President Akufo-Addo indicated that although the nation was confronted with difficulties in its economic performance, “I do not doubt our collective resolve to work our way out of these challenges, and put our nation back onto the path of progress and prosperity”.
He, therefore, urged Ghanaians to do everything within their means to safeguard the country’s 30-year-old democratic process.
He explained that Ghanaians did not have to look far back into history to see that stable period of constitutional government and intelligent management of the economy lead to prosperity.
He said out of duty to the children, grandchildren and generations yet unborn, his government would not give up in deepening the democracy and guaranteeing the integrity of the electoral process, and stressed that the citizenry should not do so either.
President Akufo-Addo noted that the strength of any democracy was determined by the credibility of its electoral process, and respect for the will of the people, saying:
“We cannot overlook the fact that instability has followed disputed elections in many parts of the African continent”.
President Akufo-Addo said it was for that reason that Ghanaians must continue to urge the Electoral Commission to ensure that all stakeholders in the electoral process did not have lingering questions about the legitimacy of an election.
“On the two occasions in which disputes have arisen over the results of presidential elections, happily it was in the court, and not on the streets, that the issues were satisfactorily resolved,” he added.
The President also noted that the country had come a long way which and should not be taken for granted that everybody in Ghana has accepted democracy as the preferred mode of governance.

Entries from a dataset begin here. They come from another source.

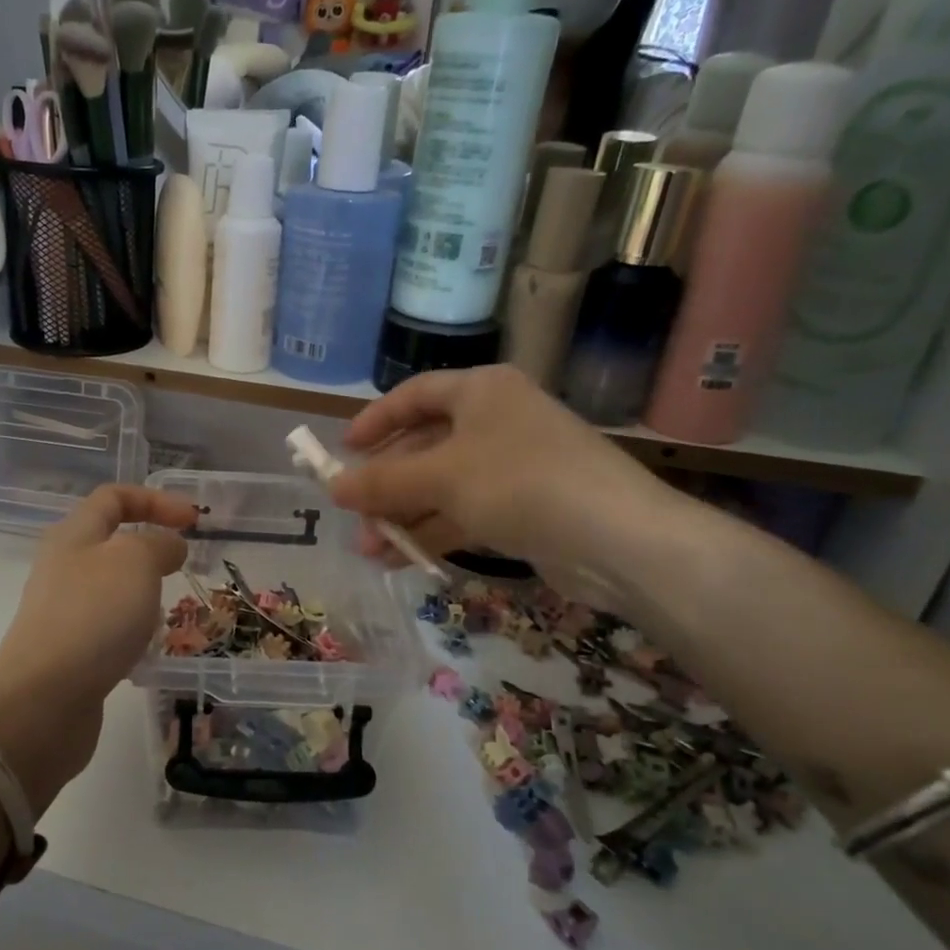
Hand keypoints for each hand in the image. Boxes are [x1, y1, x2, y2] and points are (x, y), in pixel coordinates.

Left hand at [0, 485, 196, 812]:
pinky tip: (146, 648)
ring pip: (112, 586)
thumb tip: (169, 546)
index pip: (114, 498)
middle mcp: (64, 566)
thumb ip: (158, 544)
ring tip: (167, 612)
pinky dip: (132, 628)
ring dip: (144, 592)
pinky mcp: (68, 649)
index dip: (156, 500)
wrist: (43, 700)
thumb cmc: (93, 617)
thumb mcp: (136, 562)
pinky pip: (108, 625)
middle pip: (111, 542)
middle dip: (152, 549)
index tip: (194, 521)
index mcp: (74, 535)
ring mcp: (63, 610)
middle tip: (183, 568)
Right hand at [331, 367, 682, 609]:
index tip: (343, 450)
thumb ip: (382, 482)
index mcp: (481, 391)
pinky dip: (433, 532)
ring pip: (442, 486)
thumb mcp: (440, 477)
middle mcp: (497, 420)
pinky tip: (402, 559)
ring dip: (404, 516)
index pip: (414, 395)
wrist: (617, 539)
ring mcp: (513, 466)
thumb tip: (332, 487)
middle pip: (425, 446)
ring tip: (370, 550)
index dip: (375, 420)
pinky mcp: (524, 507)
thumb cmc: (519, 482)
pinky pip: (464, 513)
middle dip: (386, 485)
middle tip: (353, 515)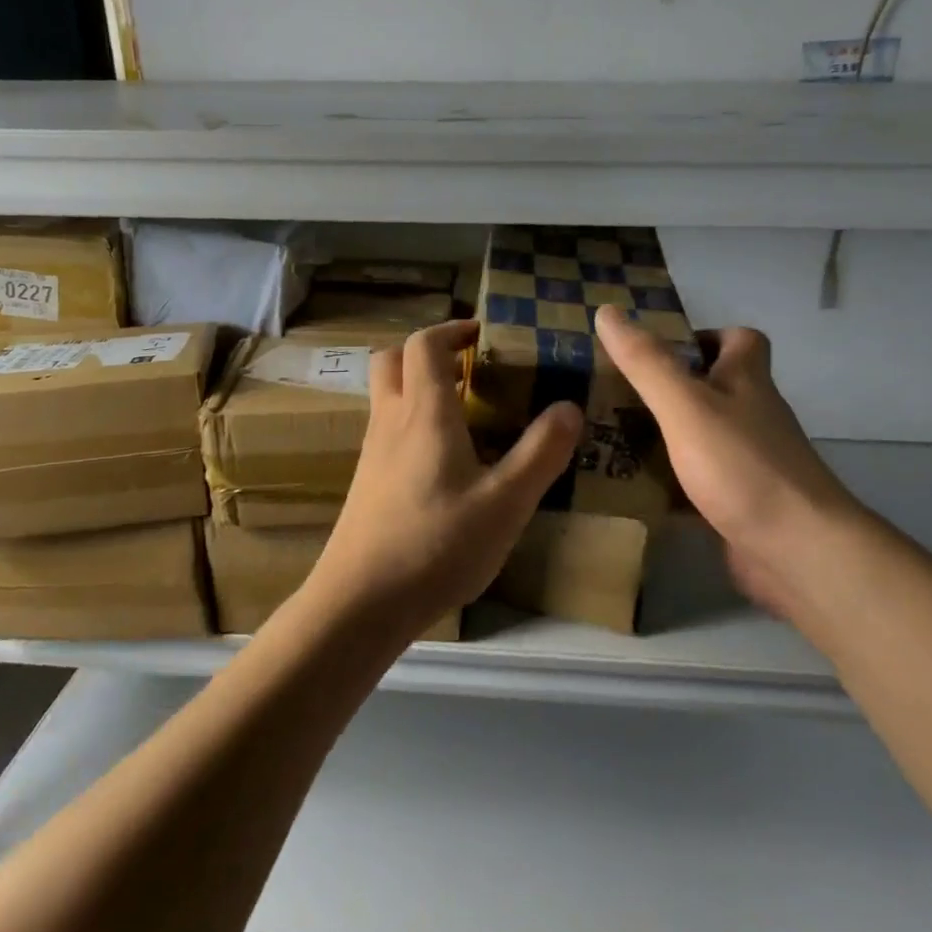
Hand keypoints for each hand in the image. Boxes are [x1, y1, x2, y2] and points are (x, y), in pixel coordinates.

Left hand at [311, 320, 581, 636]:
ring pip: (385, 395)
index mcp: (424, 413)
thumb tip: (569, 407)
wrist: (361, 601)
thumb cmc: (438, 545)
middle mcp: (390, 421)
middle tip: (467, 367)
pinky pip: (385, 429)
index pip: (425, 344)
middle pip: (392, 359)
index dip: (452, 329)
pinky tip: (441, 461)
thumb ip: (541, 452)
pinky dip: (410, 421)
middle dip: (427, 351)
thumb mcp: (506, 503)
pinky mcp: (365, 482)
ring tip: (462, 412)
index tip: (482, 334)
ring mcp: (371, 452)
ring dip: (417, 385)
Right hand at [594, 305, 876, 620]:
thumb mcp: (686, 405)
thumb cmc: (742, 466)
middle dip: (669, 389)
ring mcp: (749, 463)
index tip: (659, 350)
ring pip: (702, 437)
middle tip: (614, 395)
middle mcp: (753, 416)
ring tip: (607, 438)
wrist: (797, 551)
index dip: (704, 336)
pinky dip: (668, 485)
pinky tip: (630, 491)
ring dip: (663, 437)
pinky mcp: (739, 504)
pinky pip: (697, 484)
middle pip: (715, 389)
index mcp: (747, 381)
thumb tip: (608, 311)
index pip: (740, 340)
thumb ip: (647, 362)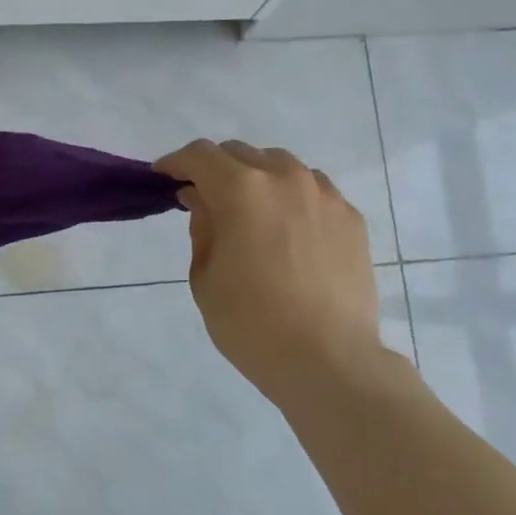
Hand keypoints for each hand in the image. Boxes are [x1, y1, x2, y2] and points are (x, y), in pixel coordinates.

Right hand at [155, 139, 382, 399]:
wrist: (328, 360)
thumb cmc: (251, 324)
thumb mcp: (205, 277)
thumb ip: (202, 226)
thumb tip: (201, 198)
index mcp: (242, 189)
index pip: (201, 156)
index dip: (176, 163)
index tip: (164, 177)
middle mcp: (285, 178)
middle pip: (241, 154)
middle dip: (216, 170)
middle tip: (205, 199)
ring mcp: (324, 195)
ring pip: (281, 166)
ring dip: (257, 178)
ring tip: (251, 211)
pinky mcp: (350, 217)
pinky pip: (313, 191)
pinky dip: (291, 198)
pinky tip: (288, 231)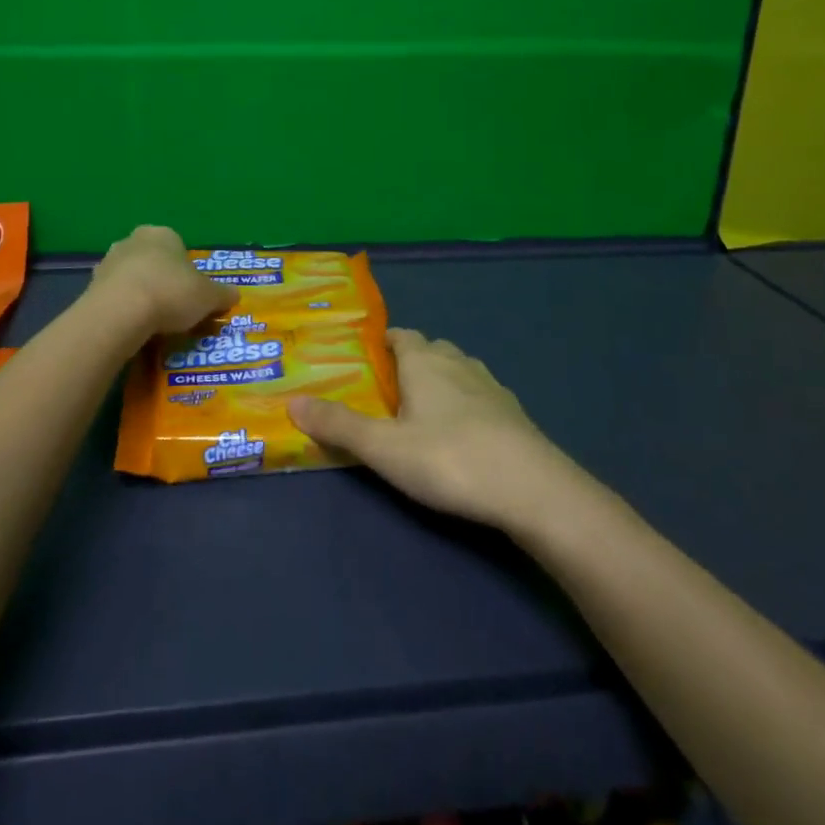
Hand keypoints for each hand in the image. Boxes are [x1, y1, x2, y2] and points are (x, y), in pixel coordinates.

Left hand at [90, 226, 235, 336]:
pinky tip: (133, 328)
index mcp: (163, 234)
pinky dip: (124, 309)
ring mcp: (108, 261)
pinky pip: (115, 297)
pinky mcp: (91, 285)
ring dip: (142, 294)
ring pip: (133, 278)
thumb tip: (235, 295)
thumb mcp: (209, 296)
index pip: (179, 248)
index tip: (192, 295)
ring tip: (153, 323)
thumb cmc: (171, 293)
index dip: (188, 272)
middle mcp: (133, 240)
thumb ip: (223, 294)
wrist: (121, 312)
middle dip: (163, 281)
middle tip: (174, 309)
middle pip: (154, 261)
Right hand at [288, 329, 577, 528]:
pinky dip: (466, 405)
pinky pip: (481, 397)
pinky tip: (461, 434)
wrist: (533, 489)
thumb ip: (338, 425)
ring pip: (458, 371)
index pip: (401, 335)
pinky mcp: (514, 414)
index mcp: (424, 361)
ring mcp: (491, 387)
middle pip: (430, 349)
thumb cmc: (449, 458)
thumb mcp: (383, 447)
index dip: (383, 341)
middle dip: (410, 360)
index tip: (366, 357)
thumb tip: (291, 402)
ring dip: (440, 381)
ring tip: (422, 410)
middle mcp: (458, 363)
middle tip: (387, 389)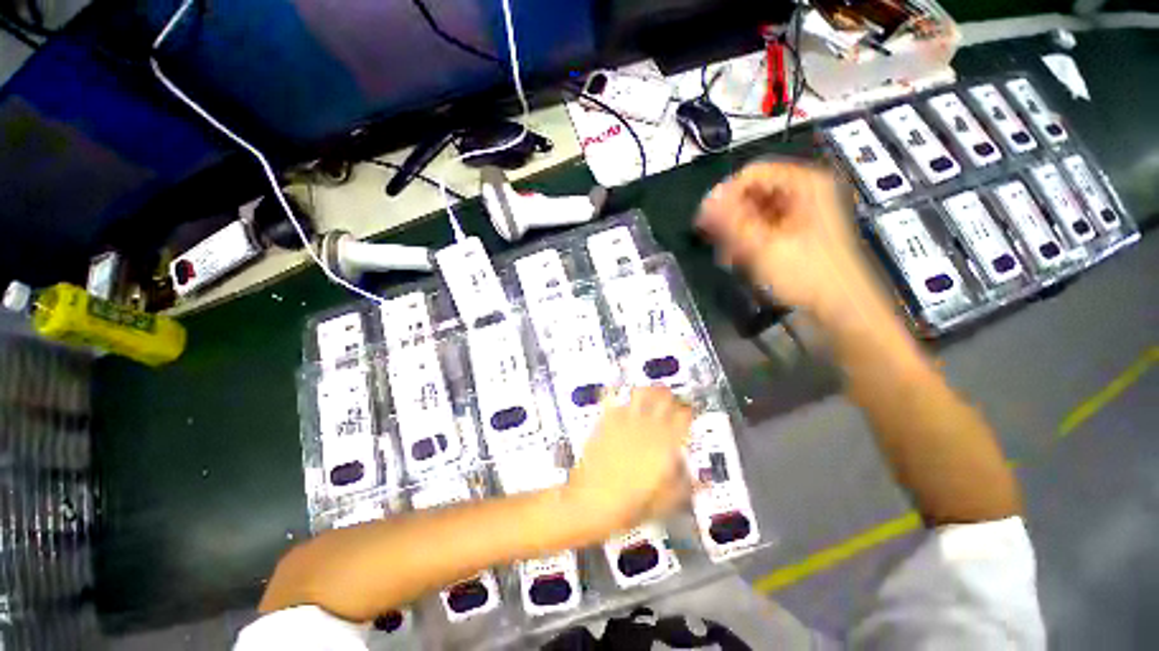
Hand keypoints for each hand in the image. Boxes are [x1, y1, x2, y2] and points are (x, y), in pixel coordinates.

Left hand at [564, 387, 692, 537]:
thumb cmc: (628, 505)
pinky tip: (619, 398)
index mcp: (665, 445)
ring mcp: (625, 421)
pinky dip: (619, 396)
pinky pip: (614, 399)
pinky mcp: (606, 421)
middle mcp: (647, 428)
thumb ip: (683, 486)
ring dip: (647, 390)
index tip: (686, 412)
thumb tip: (698, 480)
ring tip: (647, 393)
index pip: (683, 416)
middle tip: (668, 398)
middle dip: (669, 396)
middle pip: (664, 397)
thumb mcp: (664, 503)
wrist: (591, 501)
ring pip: (641, 392)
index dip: (687, 411)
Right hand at [696, 161, 889, 325]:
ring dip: (735, 234)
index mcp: (805, 184)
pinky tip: (739, 261)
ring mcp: (798, 215)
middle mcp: (802, 193)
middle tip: (716, 244)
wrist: (840, 309)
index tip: (705, 221)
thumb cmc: (806, 273)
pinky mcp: (792, 234)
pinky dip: (746, 243)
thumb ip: (731, 222)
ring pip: (753, 214)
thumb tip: (704, 204)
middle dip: (730, 219)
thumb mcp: (764, 246)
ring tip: (730, 258)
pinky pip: (760, 229)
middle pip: (752, 194)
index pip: (753, 174)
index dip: (725, 194)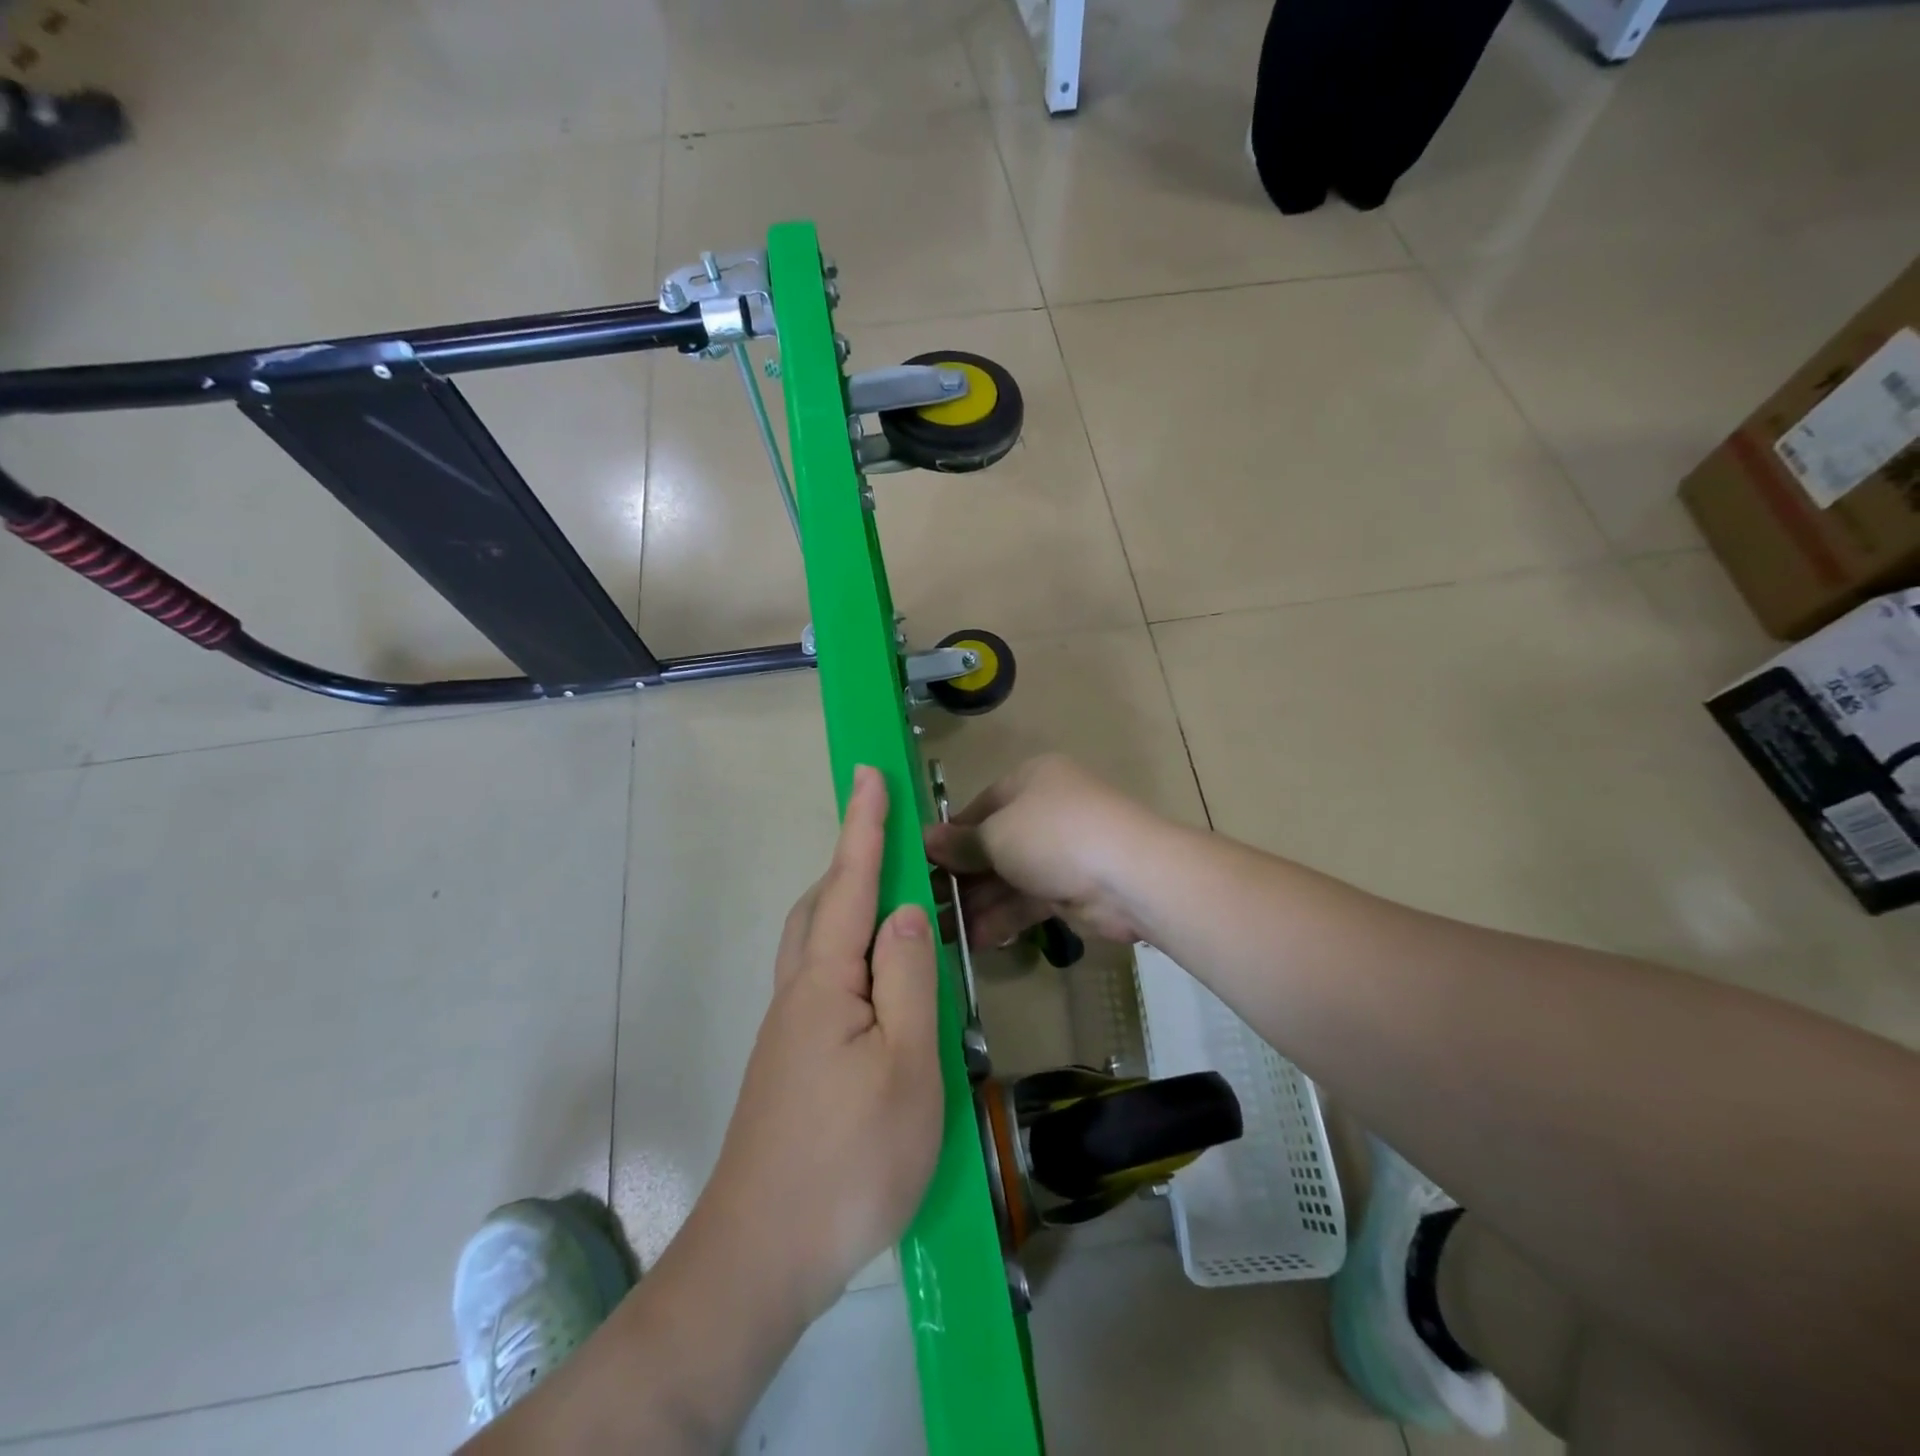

“There are those who would rather have authoritarian rule, because they claim our country is underdeveloped and democracy is cumbersome, and we need to get things done in a hurry. We still have some work to do to convince such people that we are all safer under democracies,” he stated.
President Akufo-Addo, however, indicated that as the country strove to prolong the democratic journey, it was imperative to enhance transparency and accountability in the governance structures, and build strong institutions that could fight corruption and the dissipation of public funds.
He said his government had undertaken, arguably, the boldest initiatives since independence to reform and strengthen the capacity of the institutions to tackle corruption in the public sector.
That, President Akufo-Addo indicated, included the financial empowerment of the anti-corruption bodies, the passage of the Right to Information Act, and the establishment of the Office of the Special Prosecutor, an independent, non-partisan body, with the relevant professional capability and exclusive mandate to investigate and prosecute acts of corruption.
Beacon of democracy
President Akufo-Addo said Ghana was considered a beacon of democracy and stability in Africa, where respect for the principles of democratic accountability, human rights and the rule of law have enabled the country to oversee eight presidential elections in the Fourth Republic, with five presidential transitions, and three peaceful transfers of power through the ballot box, from one party to another. “We have every right to be proud of this, and the celebration of the 30th anniversary of the Fourth Republic should inspire us, even further, to hold on to this status,” the President stated.
On April 28, 1992, Ghana in a referendum approved a new constitution, ushering in the Fourth Republican dispensation.
More than 3.4 million people voted in favour of the new constitution, representing 92.59 per cent of those who took part in the referendum, with 272,855 people, representing 7.41 per cent of the persons, voting against constitutional rule.
The Constitution of the Fourth Republic set up the institutions of a liberal democratic state, operating on the basis of the separation of powers, with express guarantees of fundamental human rights.
Today, therefore, marks exactly 30 years since the first President, Jerry John Rawlings, elected under the 1992 Constitution, was sworn into office on January 7, 1993, as the first President in the Fourth Republic.